Physics. This is old ground but it still bugs me. I can understand the Bionic eye, sure. But if you take that little computer diagram in the credits as accurate, Steve Austin had a super strong bionic arm and leg installed. Which is fine until he attempts to throw a  Range Rover at someone. Because he DOESN'T HAVE A BIONIC PELVIS AND SPINE. You'd expect those things to snap like a twig, right?  And how much more would it have cost to spruce up the ol' johnson, know what I mean? It's not like it wasn't damaged in the crash. That kind of accident would tear up a guy's schmeckel pretty good, I bet. Well, you only saw him once a week... maybe they dealt with this question on one of the other six days.

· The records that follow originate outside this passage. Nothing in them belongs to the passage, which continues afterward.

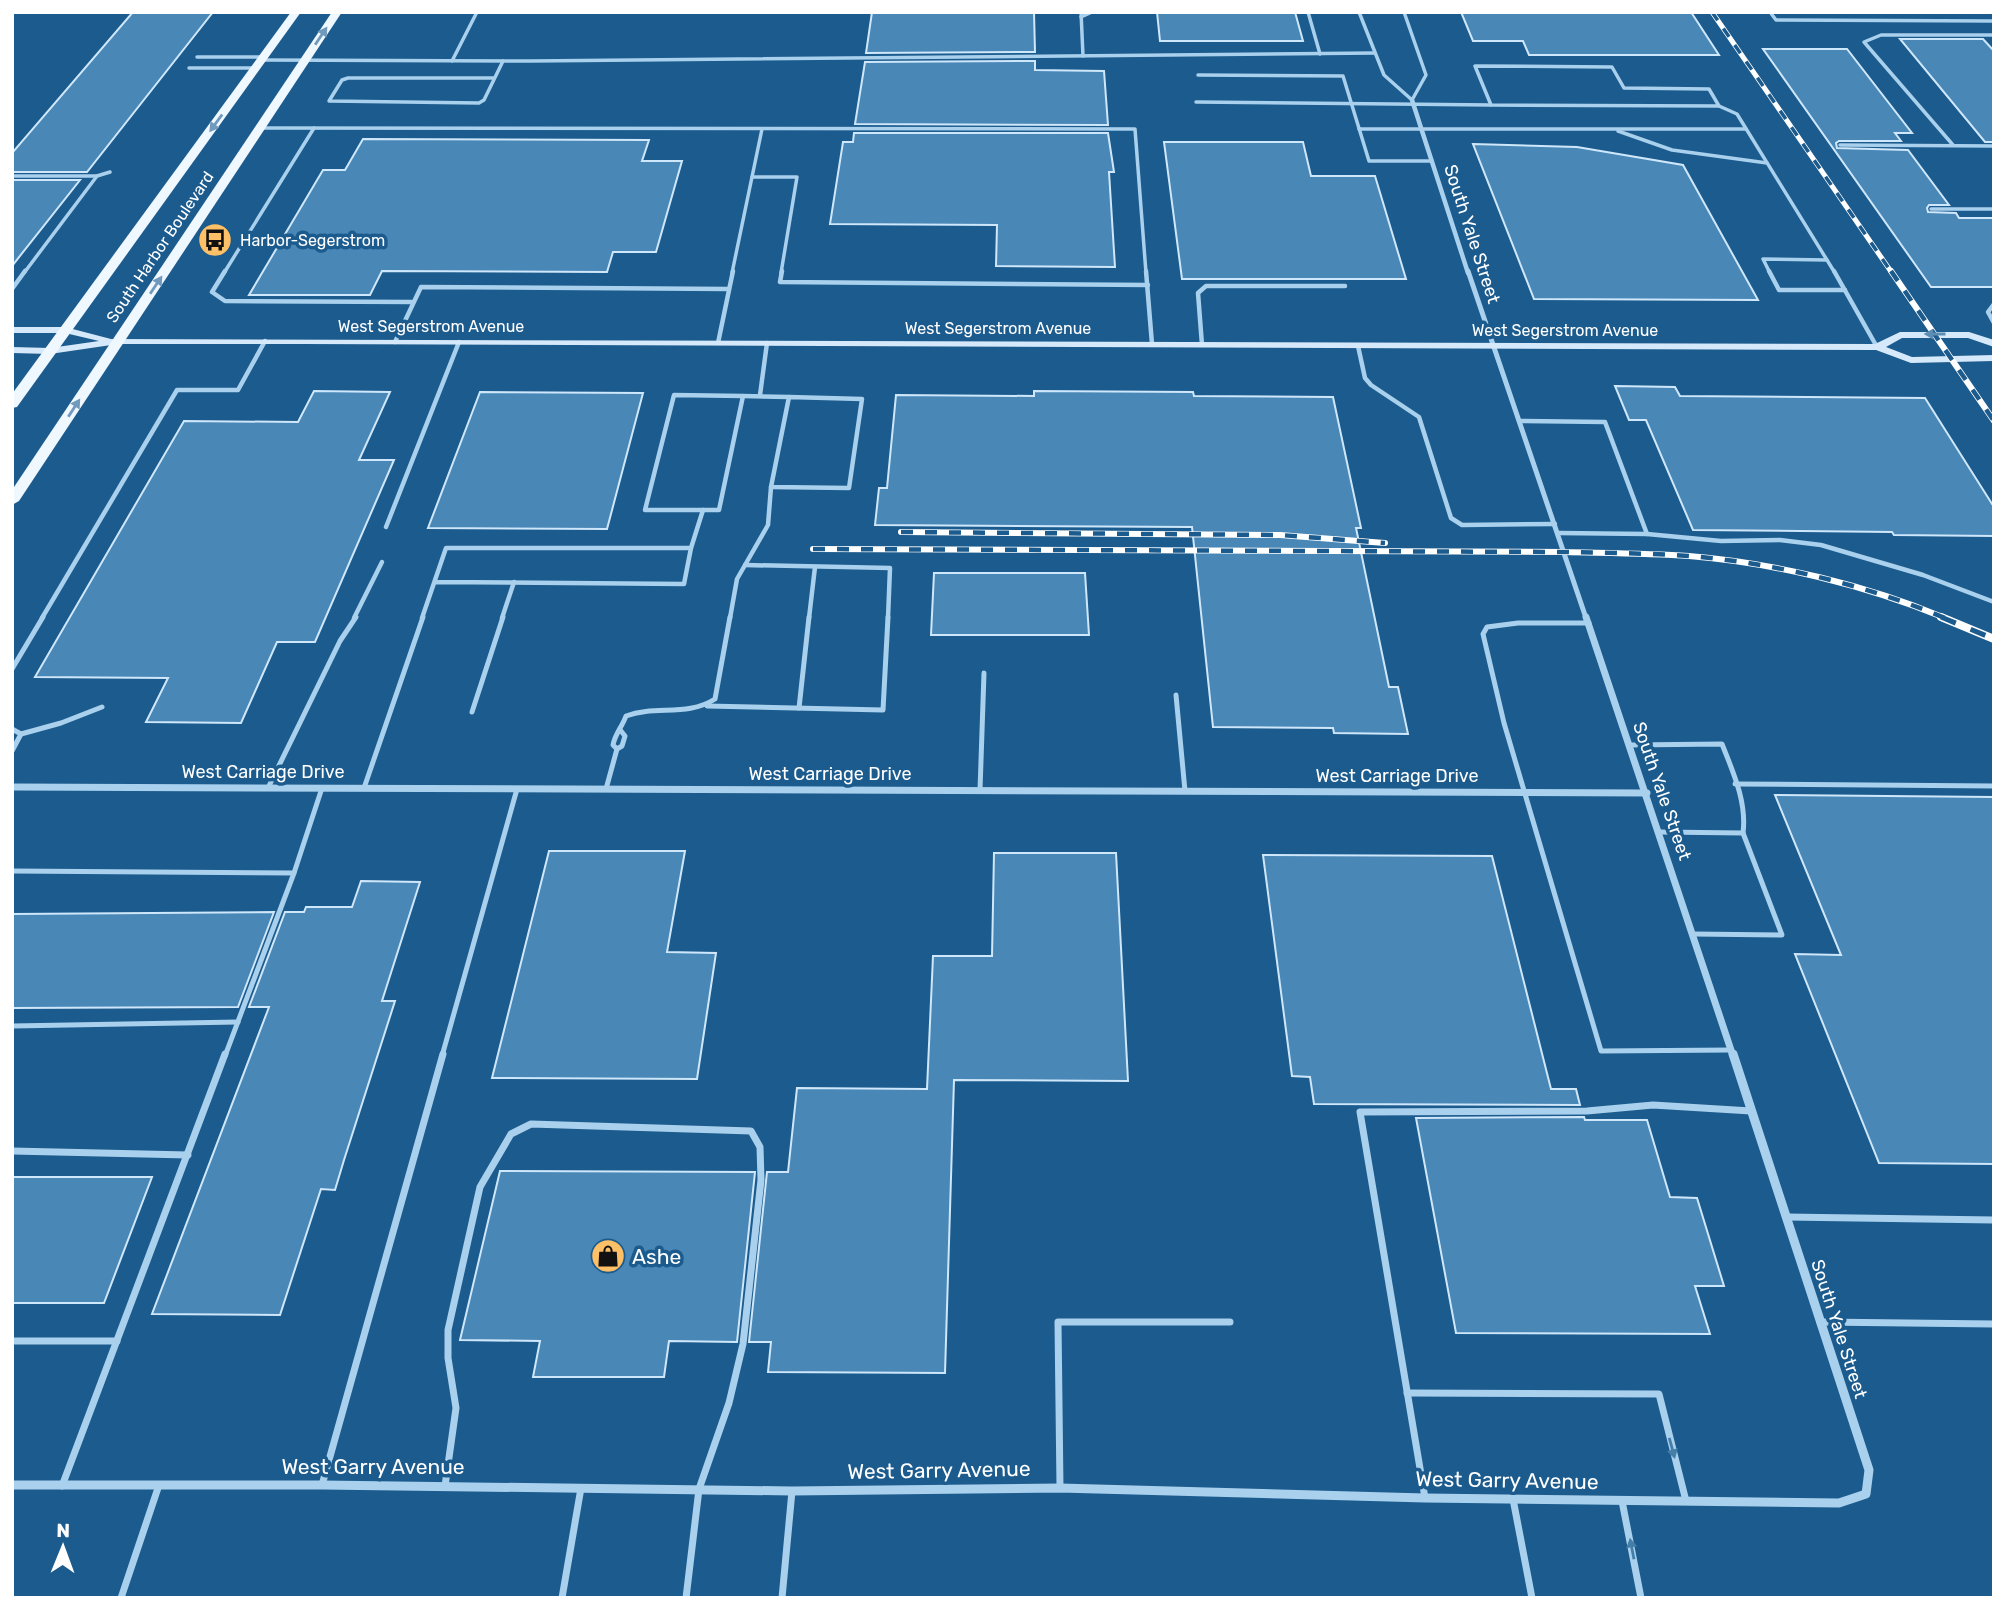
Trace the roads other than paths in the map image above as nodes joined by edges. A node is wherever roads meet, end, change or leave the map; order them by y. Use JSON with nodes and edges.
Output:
{"nodes":[{"id":1,"x":296,"y":12,"type":"edge"},
{"id":2,"x":337,"y":12,"type":"edge"},
{"id":3,"x":477,"y":12,"type":"edge"},
{"id":4,"x":1092,"y":12,"type":"edge"},
{"id":5,"x":1308,"y":12,"type":"edge"},
{"id":6,"x":1359,"y":12,"type":"edge"},
{"id":7,"x":1404,"y":12,"type":"edge"},
{"id":8,"x":1770,"y":12,"type":"edge"},
{"id":9,"x":1081,"y":15,"type":"edge"},
{"id":10,"x":1994,"y":20,"type":"edge"},
{"id":11,"x":1994,"y":35,"type":"edge"},
{"id":12,"x":1375,"y":53,"type":"junction"},
{"id":13,"x":1320,"y":54,"type":"junction"},
{"id":14,"x":1083,"y":56,"type":"junction"},
{"id":15,"x":197,"y":57,"type":"dead end"},
{"id":16,"x":305,"y":60,"type":"junction"},
{"id":17,"x":453,"y":61,"type":"junction"},
{"id":18,"x":503,"y":61,"type":"junction"},
{"id":19,"x":261,"y":62,"type":"junction"},
{"id":20,"x":190,"y":68,"type":"dead end"},
{"id":21,"x":1198,"y":75,"type":"dead end"},
{"id":22,"x":494,"y":78,"type":"junction"},
{"id":23,"x":1196,"y":102,"type":"dead end"},
{"id":24,"x":1412,"y":102,"type":"junction"},
{"id":25,"x":1351,"y":103,"type":"junction"},
{"id":26,"x":1491,"y":105,"type":"junction"},
{"id":27,"x":1719,"y":106,"type":"junction"},
{"id":28,"x":260,"y":128,"type":"junction"},
{"id":29,"x":314,"y":128,"type":"junction"},
{"id":30,"x":762,"y":129,"type":"junction"},
{"id":31,"x":1612,"y":129,"type":"junction"},
{"id":32,"x":1746,"y":129,"type":"junction"},
{"id":33,"x":1359,"y":130,"type":"junction"},
{"id":34,"x":1422,"y":130,"type":"junction"},
{"id":35,"x":1840,"y":145,"type":"dead end"},
{"id":36,"x":1953,"y":145,"type":"junction"},
{"id":37,"x":1994,"y":146,"type":"edge"},
{"id":38,"x":1432,"y":161,"type":"junction"},
{"id":39,"x":1767,"y":163,"type":"junction"},
{"id":40,"x":110,"y":172,"type":"dead end"},
{"id":41,"x":12,"y":176,"type":"edge"},
{"id":42,"x":97,"y":176,"type":"junction"},
{"id":43,"x":752,"y":177,"type":"junction"},
{"id":44,"x":1931,"y":209,"type":"dead end"},
{"id":45,"x":1994,"y":209,"type":"edge"},
{"id":46,"x":1827,"y":260,"type":"junction"},
{"id":47,"x":1147,"y":285,"type":"junction"},
{"id":48,"x":1345,"y":286,"type":"dead end"},
{"id":49,"x":12,"y":289,"type":"edge"},
{"id":50,"x":729,"y":289,"type":"junction"},
{"id":51,"x":1845,"y":290,"type":"junction"},
{"id":52,"x":219,"y":297,"type":"joint"},
{"id":53,"x":412,"y":302,"type":"junction"},
{"id":54,"x":1994,"y":304,"type":"edge"},
{"id":55,"x":1994,"y":323,"type":"edge"},
{"id":56,"x":12,"y":330,"type":"edge"},
{"id":57,"x":65,"y":330,"type":"junction"},
{"id":58,"x":118,"y":341,"type":"junction"},
{"id":59,"x":265,"y":341,"type":"junction"},
{"id":60,"x":395,"y":342,"type":"junction"},
{"id":61,"x":458,"y":342,"type":"junction"},
{"id":62,"x":718,"y":343,"type":"junction"},
{"id":63,"x":766,"y":343,"type":"junction"},
{"id":64,"x":1994,"y":344,"type":"edge"},
{"id":65,"x":1152,"y":345,"type":"junction"},
{"id":66,"x":1202,"y":345,"type":"junction"},
{"id":67,"x":1358,"y":346,"type":"junction"},
{"id":68,"x":1492,"y":346,"type":"junction"},
{"id":69,"x":1877,"y":347,"type":"junction"},
{"id":70,"x":12,"y":351,"type":"edge"},
{"id":71,"x":50,"y":351,"type":"junction"},
{"id":72,"x":1992,"y":361,"type":"edge"},
{"id":73,"x":743,"y":395,"type":"junction"},
{"id":74,"x":760,"y":395,"type":"junction"},
{"id":75,"x":789,"y":396,"type":"junction"},
{"id":76,"x":12,"y":404,"type":"edge"},
{"id":77,"x":1520,"y":421,"type":"junction"},
{"id":78,"x":771,"y":487,"type":"junction"},
{"id":79,"x":12,"y":501,"type":"edge"},
{"id":80,"x":703,"y":510,"type":"junction"},
{"id":81,"x":386,"y":527,"type":"dead end"},
{"id":82,"x":1556,"y":529,"type":"junction"},
{"id":83,"x":1647,"y":534,"type":"junction"},
{"id":84,"x":691,"y":548,"type":"junction"},
{"id":85,"x":382,"y":562,"type":"dead end"},
{"id":86,"x":745,"y":565,"type":"junction"},
{"id":87,"x":815,"y":567,"type":"junction"},
{"id":88,"x":435,"y":582,"type":"junction"},
{"id":89,"x":514,"y":582,"type":"junction"},
{"id":90,"x":1994,"y":602,"type":"edge"},
{"id":91,"x":1589,"y":623,"type":"junction"},
{"id":92,"x":12,"y":670,"type":"edge"},
{"id":93,"x":984,"y":673,"type":"dead end"},
{"id":94,"x":1176,"y":695,"type":"dead end"},
{"id":95,"x":707,"y":706,"type":"junction"},
{"id":96,"x":102,"y":707,"type":"dead end"},
{"id":97,"x":799,"y":708,"type":"junction"},
{"id":98,"x":472,"y":712,"type":"dead end"},
{"id":99,"x":12,"y":729,"type":"edge"},
{"id":100,"x":621,"y":731,"type":"joint"},
{"id":101,"x":21,"y":734,"type":"junction"},
{"id":102,"x":1631,"y":746,"type":"junction"},
{"id":103,"x":617,"y":749,"type":"joint"},
{"id":104,"x":12,"y":751,"type":"edge"},
{"id":105,"x":1735,"y":784,"type":"junction"},
{"id":106,"x":1994,"y":786,"type":"edge"},
{"id":107,"x":12,"y":787,"type":"edge"},
{"id":108,"x":268,"y":788,"type":"junction"},
{"id":109,"x":322,"y":788,"type":"junction"},
{"id":110,"x":364,"y":789,"type":"junction"},
{"id":111,"x":517,"y":789,"type":"junction"},
{"id":112,"x":606,"y":789,"type":"junction"},
{"id":113,"x":980,"y":790,"type":"junction"},
{"id":114,"x":1185,"y":791,"type":"junction"},
{"id":115,"x":1524,"y":792,"type":"junction"},
{"id":116,"x":1647,"y":793,"type":"junction"},
{"id":117,"x":1660,"y":832,"type":"junction"},
{"id":118,"x":1743,"y":833,"type":"junction"},
{"id":119,"x":12,"y":871,"type":"edge"},
{"id":120,"x":294,"y":873,"type":"junction"},
{"id":121,"x":1693,"y":934,"type":"junction"},
{"id":122,"x":238,"y":1022,"type":"junction"},
{"id":123,"x":12,"y":1026,"type":"edge"},
{"id":124,"x":1731,"y":1050,"type":"junction"},
{"id":125,"x":1751,"y":1111,"type":"junction"},
{"id":126,"x":12,"y":1151,"type":"edge"},
{"id":127,"x":188,"y":1155,"type":"junction"},
{"id":128,"x":1786,"y":1217,"type":"junction"},
{"id":129,"x":1994,"y":1220,"type":"edge"},
{"id":130,"x":1230,"y":1322,"type":"dead end"},
{"id":131,"x":1820,"y":1322,"type":"junction"},
{"id":132,"x":1994,"y":1324,"type":"edge"},
{"id":133,"x":12,"y":1341,"type":"edge"},
{"id":134,"x":117,"y":1342,"type":"junction"},
{"id":135,"x":1407,"y":1393,"type":"junction"},
{"id":136,"x":12,"y":1485,"type":"edge"},
{"id":137,"x":159,"y":1485,"type":"junction"},
{"id":138,"x":322,"y":1485,"type":"junction"},
{"id":139,"x":62,"y":1486,"type":"junction"},
{"id":140,"x":445,"y":1486,"type":"junction"},
{"id":141,"x":580,"y":1488,"type":"junction"},
{"id":142,"x":1060,"y":1488,"type":"junction"},
{"id":143,"x":699,"y":1489,"type":"junction"},
{"id":144,"x":792,"y":1491,"type":"junction"},
{"id":145,"x":1866,"y":1494,"type":"joint"},
{"id":146,"x":1425,"y":1498,"type":"junction"},
{"id":147,"x":1513,"y":1499,"type":"junction"},
{"id":148,"x":1622,"y":1501,"type":"junction"},
{"id":149,"x":1686,"y":1501,"type":"junction"},
{"id":150,"x":121,"y":1598,"type":"edge"},
{"id":151,"x":562,"y":1598,"type":"edge"},
{"id":152,"x":686,"y":1598,"type":"edge"},
{"id":153,"x":782,"y":1598,"type":"edge"},
{"id":154,"x":1532,"y":1598,"type":"edge"},
{"id":155,"x":1641,"y":1598,"type":"edge"}],
"edges":[{"from":1,"to":19,"type":"main road","name":"South Harbor Boulevard"},
{"from":16,"to":2,"type":"main road","name":"South Harbor Boulevard","one_way":true},
{"from":3,"to":17,"type":"lane"},
{"from":4,"to":9,"type":"lane"},
{"from":5,"to":13,"type":"lane"},
{"from":6,"to":12,"type":"lane"},
{"from":7,"to":24,"type":"lane"},
{"from":8,"to":10,"type":"lane"},
{"from":9,"to":14,"type":"lane"},
{"from":11,"to":36,"type":"lane"},
{"from":12,"to":13,"type":"lane"},
{"from":12,"to":24,"type":"lane"},
{"from":13,"to":14,"type":"lane"},
{"from":14,"to":18,"type":"lane"},
{"from":15,"to":19,"type":"lane"},
{"from":16,"to":17,"type":"lane"},
{"from":16,"to":19,"type":"lane"},
{"from":16,"to":28,"type":"main road","name":"South Harbor Boulevard"},
{"from":17,"to":18,"type":"lane"},
{"from":18,"to":22,"type":"lane"},
{"from":19,"to":20,"type":"lane"},
{"from":19,"to":57,"type":"main road","name":"South Harbor Boulevard","one_way":true},
{"from":21,"to":25,"type":"lane"},
{"from":22,"to":22,"type":"lane"},
{"from":23,"to":25,"type":"lane"},
{"from":24,"to":25,"type":"lane"},
{"from":24,"to":26,"type":"lane"},
{"from":24,"to":34,"type":"street","name":"South Yale Street"},
{"from":25,"to":33,"type":"lane"},
{"from":26,"to":27,"type":"lane"},
{"from":26,"to":27,"type":"lane"},
{"from":27,"to":32,"type":"lane"},
{"from":28,"to":29,"type":"lane"},
{"from":58,"to":28,"type":"main road","name":"South Harbor Boulevard","one_way":true},
{"from":29,"to":30,"type":"lane"},
{"from":29,"to":52,"type":"lane"},
{"from":30,"to":43,"type":"lane"},
{"from":30,"to":47,"type":"lane"},
{"from":31,"to":32,"type":"lane"},
{"from":31,"to":34,"type":"lane"},
{"from":31,"to":39,"type":"lane"},
{"from":32,"to":39,"type":"lane"},
{"from":33,"to":34,"type":"lane"},
{"from":33,"to":38,"type":"lane"},
{"from":34,"to":38,"type":"street","name":"South Yale Street"},
{"from":35,"to":36,"type":"lane"},
{"from":36,"to":37,"type":"lane"},
{"from":38,"to":68,"type":"street","name":"South Yale Street"},
{"from":39,"to":46,"type":"lane"},
{"from":40,"to":42,"type":"lane"},
{"from":41,"to":42,"type":"lane"},
{"from":42,"to":49,"type":"lane"},
{"from":43,"to":47,"type":"lane"},
{"from":43,"to":50,"type":"lane"},
{"from":44,"to":45,"type":"lane"},
{"from":46,"to":51,"type":"lane"},
{"from":46,"to":51,"type":"lane"},
{"from":47,"to":65,"type":"lane"},
{"from":48,"to":66,"type":"lane"},
{"from":50,"to":53,"type":"lane"},
{"from":50,"to":62,"type":"lane"},
{"from":51,"to":69,"type":"lane"},
{"from":52,"to":53,"type":"lane"},
{"from":53,"to":60,"type":"lane"},
{"from":54,"to":55,"type":"lane"},
{"from":56,"to":57,"type":"main road","name":"West Segerstrom Avenue"},
{"from":57,"to":58,"type":"main road","name":"West Segerstrom Avenue"},
{"from":57,"to":71,"type":"main road","name":"South Harbor Boulevard"},
{"from":58,"to":59,"type":"main road","name":"West Segerstrom Avenue"},
{"from":58,"to":71,"type":"main road","name":"West Segerstrom Avenue"},
{"from":79,"to":58,"type":"main road","name":"South Harbor Boulevard","one_way":true},
{"from":59,"to":60,"type":"main road","name":"West Segerstrom Avenue"},
{"from":59,"to":92,"type":"lane"},
{"from":60,"to":61,"type":"main road","name":"West Segerstrom Avenue"},
{"from":61,"to":62,"type":"main road","name":"West Segerstrom Avenue"},
{"from":61,"to":81,"type":"lane"},
{"from":62,"to":63,"type":"main road","name":"West Segerstrom Avenue"},
{"from":63,"to":65,"type":"main road","name":"West Segerstrom Avenue"},
{"from":63,"to":74,"type":"lane"},
{"from":64,"to":69,"type":"main road","name":"West Segerstrom Avenue","one_way":true},
{"from":65,"to":66,"type":"main road","name":"West Segerstrom Avenue"},
{"from":66,"to":67,"type":"main road","name":"West Segerstrom Avenue"},
{"from":67,"to":68,"type":"main road","name":"West Segerstrom Avenue"},
{"from":67,"to":82,"type":"lane"},
{"from":68,"to":69,"type":"main road","name":"West Segerstrom Avenue"},
{"from":68,"to":77,"type":"street","name":"South Yale Street"},
{"from":69,"to":72,"type":"main road","name":"West Segerstrom Avenue"},
{"from":70,"to":71,"type":"main road","name":"West Segerstrom Avenue"},
{"from":71,"to":76,"type":"main road","name":"South Harbor Boulevard"},
{"from":73,"to":74,"type":"lane"},
{"from":73,"to":80,"type":"lane"},
{"from":73,"to":80,"type":"lane"},
{"from":74,"to":75,"type":"lane"},
{"from":75,"to":78,"type":"lane"},
{"from":75,"to":78,"type":"lane"},
{"from":77,"to":82,"type":"street","name":"South Yale Street"},
{"from":77,"to":83,"type":"lane"},
{"from":78,"to":86,"type":"lane"},
{"from":80,"to":84,"type":"lane"},
{"from":82,"to":83,"type":"lane"},
{"from":82,"to":91,"type":"street","name":"South Yale Street"},
{"from":83,"to":90,"type":"lane"},
{"from":84,"to":88,"type":"lane"},
{"from":84,"to":89,"type":"lane"},
{"from":85,"to":108,"type":"lane"},
{"from":86,"to":87,"type":"lane"},
{"from":86,"to":95,"type":"lane"},
{"from":87,"to":97,"type":"lane"},
{"from":87,"to":97,"type":"lane"},
{"from":88,"to":89,"type":"lane"},
{"from":88,"to":110,"type":"lane"},
{"from":89,"to":98,"type":"lane"},
{"from":91,"to":102,"type":"street","name":"South Yale Street"},
{"from":91,"to":115,"type":"lane"},
{"from":93,"to":113,"type":"lane"},
{"from":94,"to":114,"type":"lane"},
{"from":95,"to":97,"type":"lane"},
{"from":95,"to":100,"type":"lane"},
{"from":96,"to":101,"type":"lane"},
{"from":99,"to":101,"type":"lane"},
{"from":100,"to":103,"type":"lane"},
{"from":101,"to":104,"type":"lane"},
{"from":102,"to":105,"type":"lane"},
{"from":102,"to":116,"type":"street","name":"South Yale Street"},
{"from":103,"to":112,"type":"lane"},
{"from":105,"to":106,"type":"lane"},
{"from":105,"to":118,"type":"lane"},
{"from":107,"to":108,"type":"street","name":"West Carriage Drive"},
{"from":108,"to":109,"type":"street","name":"West Carriage Drive"},
{"from":109,"to":110,"type":"street","name":"West Carriage Drive"},
{"from":109,"to":120,"type":"lane"},
{"from":110,"to":111,"type":"street","name":"West Carriage Drive"},
{"from":111,"to":112,"type":"street","name":"West Carriage Drive"},
{"from":111,"to":138,"type":"lane"},
{"from":112,"to":113,"type":"street","name":"West Carriage Drive"},
{"from":113,"to":114,"type":"street","name":"West Carriage Drive"},
{"from":114,"to":115,"type":"street","name":"West Carriage Drive"},
{"from":115,"to":116,"type":"street","name":"West Carriage Drive"},
{"from":115,"to":124,"type":"lane"},
{"from":116,"to":117,"type":"street","name":"South Yale Street"},
{"from":117,"to":118,"type":"lane"},
{"from":117,"to":121,"type":"street","name":"South Yale Street"},
{"from":118,"to":121,"type":"lane"},
{"from":119,"to":120,"type":"lane"},
{"from":120,"to":122,"type":"lane"},
{"from":121,"to":124,"type":"street","name":"South Yale Street"},
{"from":122,"to":123,"type":"lane"},
{"from":122,"to":127,"type":"lane"},
{"from":124,"to":125,"type":"street","name":"South Yale Street"},
{"from":125,"to":128,"type":"street","name":"South Yale Street"},
{"from":125,"to":135,"type":"lane"},
{"from":126,"to":127,"type":"lane"},
{"from":127,"to":134,"type":"lane"},
{"from":128,"to":129,"type":"lane"},
{"from":128,"to":131,"type":"street","name":"South Yale Street"},
{"from":130,"to":142,"type":"lane"},
{"from":131,"to":132,"type":"lane"},
{"from":131,"to":145,"type":"street","name":"South Yale Street"},
{"from":133,"to":134,"type":"lane"},
{"from":134,"to":139,"type":"lane"},
{"from":135,"to":146,"type":"lane"},
{"from":135,"to":149,"type":"lane","one_way":true},
{"from":136,"to":139,"type":"street","name":"West Garry Avenue"},
{"from":137,"to":138,"type":"street","name":"West Garry Avenue"},
{"from":137,"to":139,"type":"street","name":"West Garry Avenue"},
{"from":137,"to":150,"type":"lane"},
{"from":138,"to":140,"type":"street","name":"West Garry Avenue"},
{"from":140,"to":141,"type":"street","name":"West Garry Avenue"},
{"from":140,"to":143,"type":"lane"},
{"from":141,"to":143,"type":"street","name":"West Garry Avenue"},
{"from":141,"to":151,"type":"lane"},
{"from":142,"to":144,"type":"street","name":"West Garry Avenue"},
{"from":142,"to":146,"type":"street","name":"West Garry Avenue"},
{"from":143,"to":144,"type":"street","name":"West Garry Avenue"},
{"from":143,"to":152,"type":"lane"},
{"from":144,"to":153,"type":"lane"},
{"from":145,"to":149,"type":"street","name":"West Garry Avenue"},
{"from":146,"to":147,"type":"street","name":"West Garry Avenue"},
{"from":147,"to":148,"type":"street","name":"West Garry Avenue"},
{"from":147,"to":154,"type":"lane"},
{"from":148,"to":149,"type":"street","name":"West Garry Avenue"},
{"from":155,"to":148,"type":"lane","one_way":true}]}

What Would He Cost Now? Interesting question, my friend. CNN asked that question in 2008 and determined that he would be the Up-To-100-million-dollar man. While it's true that inflation would indicate a $26 million price tag, don't forget that none of this stuff is off the shelf parts. R&D ain't cheap

3 comments:

  1. Have you watched the original movie/pilot recently? It had Darren McGavin playing Oscar Goldman as a cold calculating manipulative son of a bitch. And in the spirit of crossovers, Daren and Richard Anderson also crossed paths in the second Kolchak movie, "The Night Strangler", with Anderson as an undying doctor living in the underground city of Seattle, coming to the surface periodically for brain juice to make his immortality elixir. As to the physics, I often had images as a kid of Steve stopping something/lifting something heavy, and his arm shearing right off, or wondering if they sacrificed a healthy leg because it would look silly to see him hopping along on one bionic leg.

    ReplyDelete
  2. I hope everyone had a chance to take the Universal Studio Tour in the 1970s. 1. indeed, everything you ever saw on 6MDM and then some could be seen from the tram. 2. the soundstage tour usually went through hot sets (I remember seeing Marcus Welby, M.D.'s office, his house interior, his house exterior, and James Brolin waved at the tram). No rides or dumb crap like that.

    ReplyDelete
  3. I never got to the old studio tour - I only had your stories of it. Parts of the old tour survive, and yep, totally spotted a number of "tableaus" from tv - the "scary" collapsing bridge, the 3rd world street that floods, Cabot Cove (ne Amity Harbor from Jaws), etc. I spent some time on the Universal lot professionally (for BSG), which was fun, and as a tourist on Halloween Horror Nights, which was depressing and nerve wracking (you wander the amusement park which has been dressed for Halloween, complete with choking smoke machines, and costumed monsters who would sneak up behind you with a rattle can or a fake chainsaw. It would also include a walking backlot tour, redressed again for Halloween, and filled with more monsters with loud noise making devices (one year it was redundantly scary clowns, the next it was... I want to say the nightmare nazi monsters from American Werewolf). I seem to recall that the twirly tunnel is still there.